Statistics show that 85% of patients who receive treatment at the National Hospital are patients from health centres.


Meanwhile, hospital patient Amelia da Silva from Viqueque municipality said she was refused an ultrasound at the National Hospital because she did not have a referral letter from her doctor.


“I am here for an ultrasound test because I am sick, but they said I should bring a referral letter from the [local] health centre, but I didn’t do that because I didn’t know,” she said.


She said that unfortunately she must now return to her municipality to obtain a referral letter so that she can access treatment at the National Hospital.


Head of the Dili Municipality Health Authority Agostinha da Costa acknowledged that efforts to raise awareness were not adequate, but they continued to remind communities and encourage them to trust local health personnel.

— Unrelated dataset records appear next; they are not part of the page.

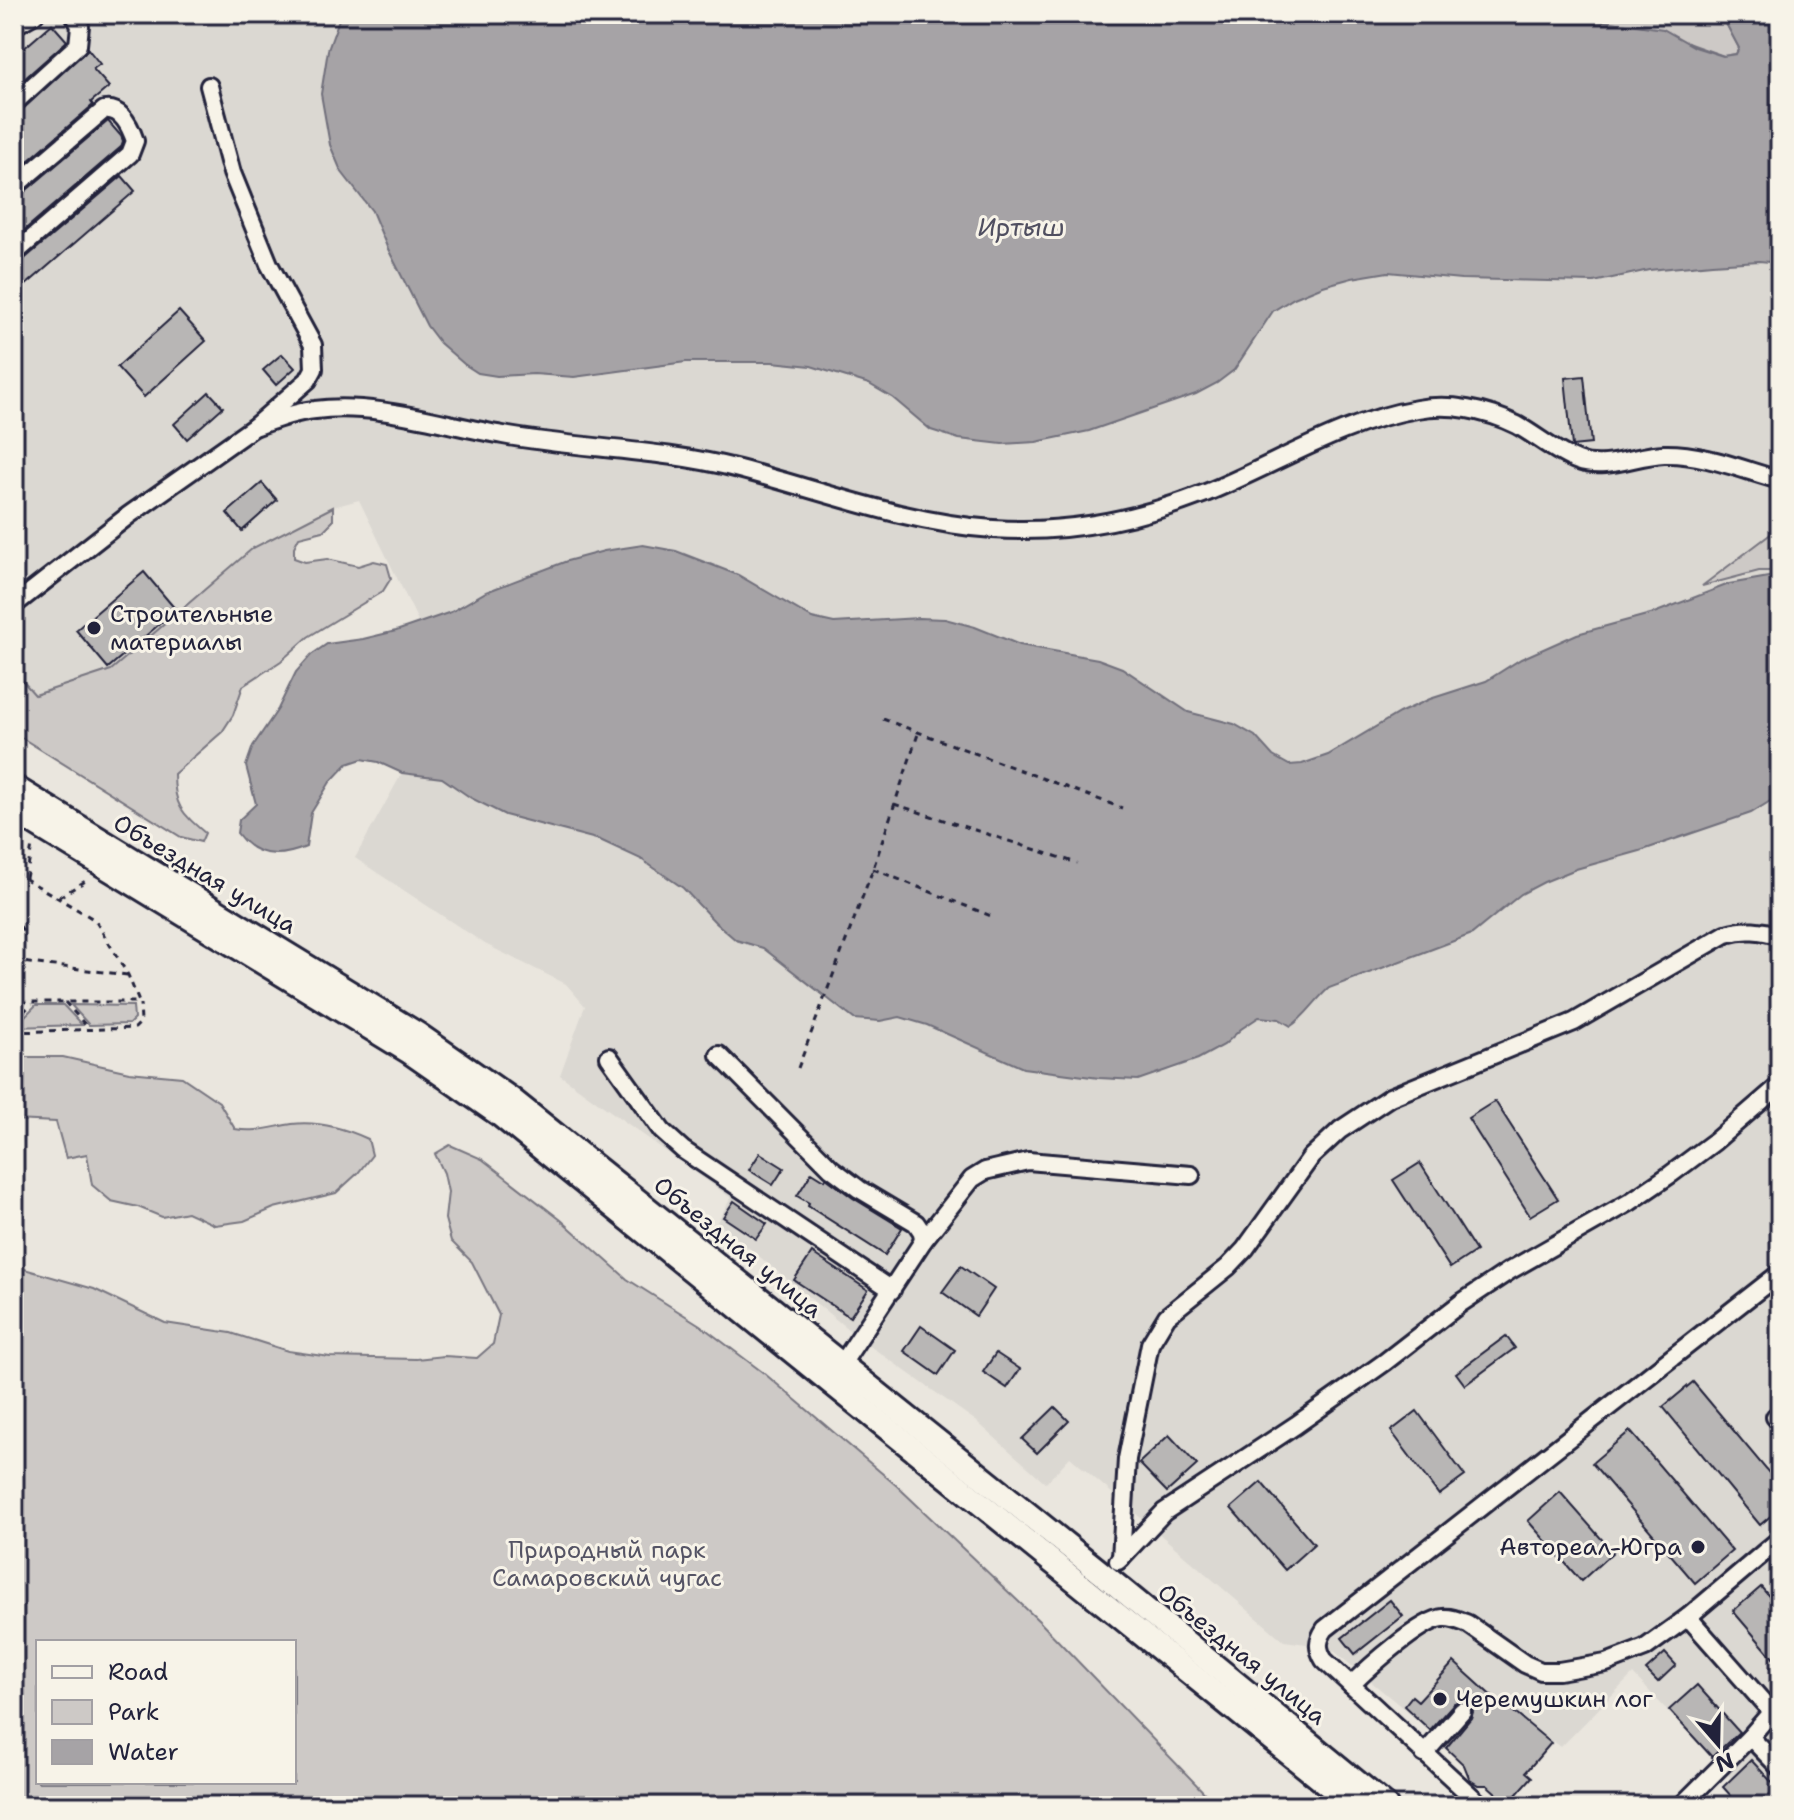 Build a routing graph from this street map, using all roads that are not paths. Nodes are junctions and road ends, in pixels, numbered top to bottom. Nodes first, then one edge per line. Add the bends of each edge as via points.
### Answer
1 (35, 14) edge
2 (74, 14) edge
3 (14, 26) edge
4 (209, 86) dead end
5 (14, 103) edge
6 (14, 187) edge
7 (14, 254) edge
8 (254, 427) junction
9 (1780, 480) edge
10 (14, 605) edge
11 (14, 787) edge
12 (14, 811) edge
13 (1780, 936) edge
14 (719, 1055) dead end
15 (609, 1057) dead end
16 (1780, 1085) edge
17 (1191, 1175) dead end
18 (923, 1241) junction
19 (1780, 1273) edge
20 (892, 1290) junction
21 (836, 1372) junction
22 (1780, 1539) edge
23 (1121, 1558) junction
24 (1097, 1583) junction
25 (1688, 1617) junction
26 (1351, 1685) junction
27 (1775, 1706) edge
28 (1462, 1711) dead end
29 (1750, 1737) junction
30 (1424, 1754) junction
31 (1780, 1768) edge
32 (1354, 1806) edge
33 (1386, 1806) edge
34 (1482, 1806) edge
35 (1681, 1806) edge

1 - 3 lane
2 - 5 lane via 80,26 78,45
4 - 8 lane via 251,224 315,356 308,380
6 - 7 lane via 104,110 118,112 133,134 130,154
8 - 9 lane via 309,410 355,408 547,443 738,469 948,525 1033,531 1147,513 1325,438 1416,409 1446,406 1515,424 1580,462 1604,465 1667,454
8 - 10 lane
11 - 21 main road, Объездная улица via 467,1067 607,1175
12 - 21 main road, Объездная улица via 454,1082
13 - 23 lane via 1761,930 1726,934 1574,1022 1390,1097 1311,1157 1245,1249 1167,1316 1154,1337 1127,1459
14 - 18 lane via 831,1168 916,1223
15 - 20 lane via 662,1131 683,1150
16 - 23 lane via 1671,1174 1509,1271 1164,1512
17 - 18 lane via 1028,1161 1004,1165 972,1179
18 - 20 lane
19 - 26 lane via 1325,1629 1319,1651
20 - 21 lane
21 - 24 main road, Объездная улица
22 - 25 lane
23 - 24 lane
24 - 32 main road, Объездная улица
24 - 33 main road, Объездная улица
25 - 26 lane via 1630,1655 1559,1671 1525,1664 1468,1624 1442,1618 1385,1654
25 - 27 lane
26 - 30 lane
27 - 29 lane
28 - 30 lane
29 - 31 lane
29 - 35 lane
30 - 34 lane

“Health personnel also have a responsibility to share information, particularly before attending to the patients, first in relation to the health problem and services,” she said.


She said information was shared door-to-door, at health centres and health posts rather than social media or television because there was no budget for that.


However, she said local health authorities planned to inform community leaders about diseases and prevention strategies so that they can help share information in the sukus (villages).